The title of this article is borrowed from a little book called The Conscience of a Conservative written by the other Barry known to politicians: Barry M. Goldwater.The Freedom Bell in Union Square

The author states the following, followed by the title of this article:

The Conservative looks upon politics as the art of achieving the maximum amount of freedom for individuals that is consistent with the maintenance of social order. The Conservative is the first to understand that the practice of freedom requires the establishment of order: it is impossible for one man to be free if another is able to deny him the exercise of his freedom.
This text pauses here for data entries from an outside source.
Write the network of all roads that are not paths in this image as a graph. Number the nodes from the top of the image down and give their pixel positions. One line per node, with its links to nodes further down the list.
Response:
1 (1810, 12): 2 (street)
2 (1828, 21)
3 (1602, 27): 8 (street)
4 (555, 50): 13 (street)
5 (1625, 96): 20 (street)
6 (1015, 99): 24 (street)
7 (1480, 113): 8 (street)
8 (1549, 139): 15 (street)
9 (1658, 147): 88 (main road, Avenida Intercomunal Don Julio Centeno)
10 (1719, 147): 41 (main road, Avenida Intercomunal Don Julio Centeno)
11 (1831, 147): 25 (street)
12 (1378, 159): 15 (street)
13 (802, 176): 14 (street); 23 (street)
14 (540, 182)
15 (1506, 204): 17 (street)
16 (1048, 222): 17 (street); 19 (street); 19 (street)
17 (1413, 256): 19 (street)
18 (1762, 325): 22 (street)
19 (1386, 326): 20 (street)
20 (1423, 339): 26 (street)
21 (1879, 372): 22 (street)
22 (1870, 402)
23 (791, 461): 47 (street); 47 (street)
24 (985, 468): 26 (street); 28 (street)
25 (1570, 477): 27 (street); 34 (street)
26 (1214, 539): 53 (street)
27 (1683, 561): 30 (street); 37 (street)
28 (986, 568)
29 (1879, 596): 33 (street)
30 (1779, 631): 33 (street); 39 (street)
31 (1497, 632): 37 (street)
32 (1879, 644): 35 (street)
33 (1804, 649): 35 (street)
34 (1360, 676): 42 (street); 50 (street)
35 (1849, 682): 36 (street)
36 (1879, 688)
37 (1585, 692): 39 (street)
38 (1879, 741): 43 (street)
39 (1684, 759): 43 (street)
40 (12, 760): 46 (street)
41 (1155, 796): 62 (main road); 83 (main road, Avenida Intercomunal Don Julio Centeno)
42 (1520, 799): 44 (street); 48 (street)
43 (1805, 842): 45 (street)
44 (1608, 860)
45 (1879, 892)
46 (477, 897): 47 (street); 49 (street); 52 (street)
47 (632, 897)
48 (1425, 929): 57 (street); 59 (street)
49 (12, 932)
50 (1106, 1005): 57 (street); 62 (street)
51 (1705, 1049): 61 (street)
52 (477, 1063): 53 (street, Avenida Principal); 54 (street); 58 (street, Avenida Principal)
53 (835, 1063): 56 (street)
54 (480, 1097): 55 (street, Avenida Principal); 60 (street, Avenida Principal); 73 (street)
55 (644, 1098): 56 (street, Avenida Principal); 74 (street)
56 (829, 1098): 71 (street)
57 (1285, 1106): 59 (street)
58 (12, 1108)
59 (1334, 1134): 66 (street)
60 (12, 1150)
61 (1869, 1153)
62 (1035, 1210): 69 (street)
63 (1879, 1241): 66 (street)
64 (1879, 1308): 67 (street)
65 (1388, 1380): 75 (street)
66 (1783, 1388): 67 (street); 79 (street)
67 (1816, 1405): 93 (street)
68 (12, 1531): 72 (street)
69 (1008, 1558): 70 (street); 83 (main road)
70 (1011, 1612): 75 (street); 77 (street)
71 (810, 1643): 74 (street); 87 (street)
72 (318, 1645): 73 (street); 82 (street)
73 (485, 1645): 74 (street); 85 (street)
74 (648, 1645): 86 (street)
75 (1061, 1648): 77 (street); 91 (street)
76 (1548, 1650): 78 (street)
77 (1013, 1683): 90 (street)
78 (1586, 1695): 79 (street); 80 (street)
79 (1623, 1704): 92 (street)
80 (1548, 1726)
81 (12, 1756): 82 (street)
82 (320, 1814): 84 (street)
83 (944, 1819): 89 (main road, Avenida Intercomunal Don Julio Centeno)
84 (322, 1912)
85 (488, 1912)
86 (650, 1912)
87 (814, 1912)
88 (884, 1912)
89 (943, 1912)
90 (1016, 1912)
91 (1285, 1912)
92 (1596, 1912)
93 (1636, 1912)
But the Conservative also knows that the political power on which order is based is a self-aggrandizing force; that its appetite grows with eating. He knows that the utmost vigilance and care are required to keep political power within its proper bounds

He was right in 1960; he is still right today.
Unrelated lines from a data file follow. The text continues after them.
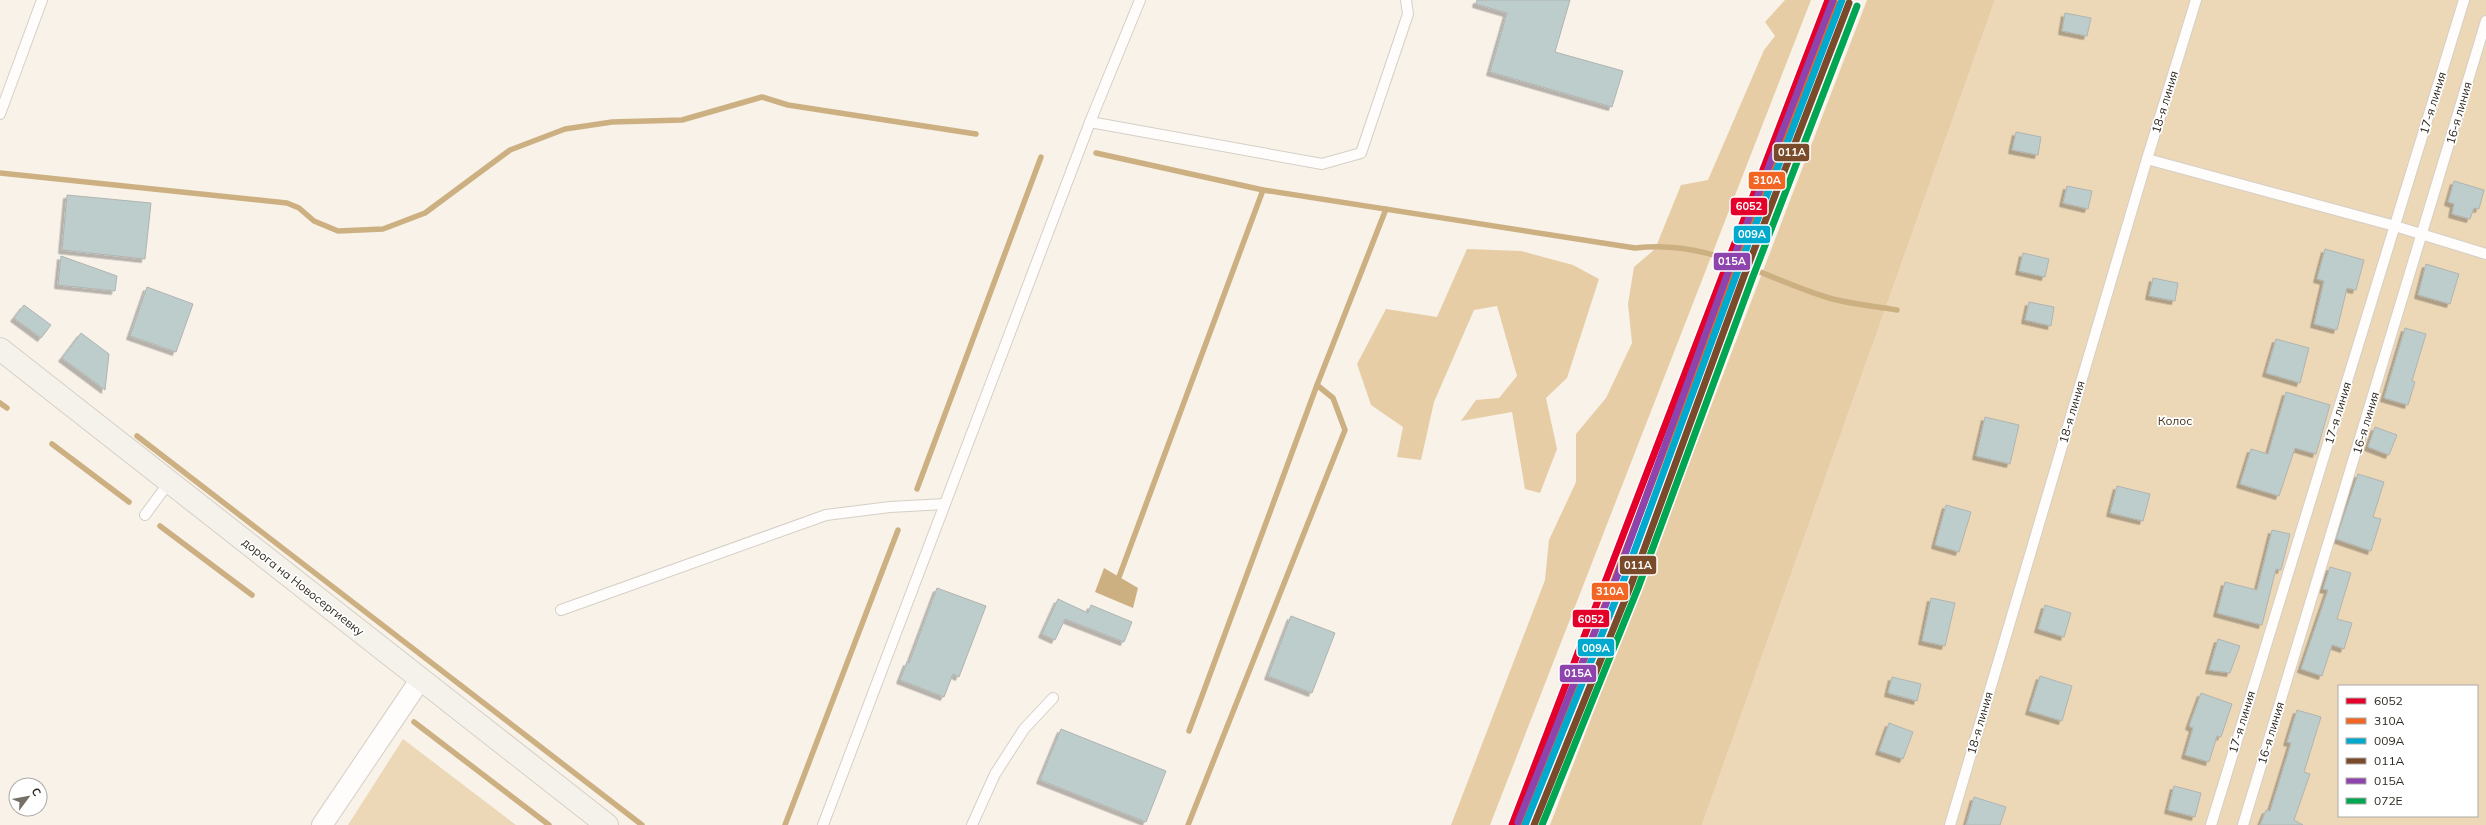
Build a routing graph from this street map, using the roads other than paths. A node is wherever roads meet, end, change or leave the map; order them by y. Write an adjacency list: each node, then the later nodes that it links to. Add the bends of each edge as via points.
1 (42, 0): 7 (lane)
2 (1140, 0): 8 (lane)
3 (1406, 0): 8 (lane, via 1408,14 1361,153 1322,164)
4 (2196, 0): 9 (lane, 18-я линия)
5 (2464, 0): 10 (lane, 17-я линия)
6 (2486, 21): 11 (lane, 16-я линия)
7 (0, 114)
8 (1090, 122): 15 (lane)
9 (2147, 159): 10 (lane); 24 (lane, 18-я линия)
10 (2395, 226): 11 (lane); 25 (lane, 17-я линия)
11 (2423, 235): 12 (lane); 26 (lane, 16-я линия)
12 (2486, 254)
13 (0, 349): 14 (street, дорога на Новосергиевку)
14 (170, 481): 16 (lane); 18 (street, дорога на Новосергиевку)
15 (945, 504): 17 (lane, via 890,507 826,515); 22 (lane)
16 (145, 515)
17 (561, 610)
18 (420, 680): 20 (street); 21 (street, дорога на Новосергиевку)
19 (1053, 698): 23 (lane, via 1024,729 999,767)
20 (322, 825)
21 (607, 825)
22 (823, 825)
23 (972, 825)
24 (1950, 825)
25 (2211, 825)
26 (2243, 825)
The US Constitution was crafted by a handful, practically speaking, of individuals who were careful to establish and perpetuate that government which was best suited to ensuring that the freedoms of the majority and minority were both taken into account in such a manner to ensure that balance could be maintained. Yes, slavery was not addressed and proscribed, as it ought to have been. Surprisingly, the people who wrote the Constitution had to hammer out any number of compromises to come up with a document which they thought would be able to be ratified. The issue of slavery was therefore shelved for about 80 years, then pulled off the shelf for an extremely bloody review and revision. I’m not claiming perfection on part of those who are commonly called the Founding Fathers. I am claiming that they were interested in encouraging the practice of freedom; that they were conservatives at heart, by design, and by decree.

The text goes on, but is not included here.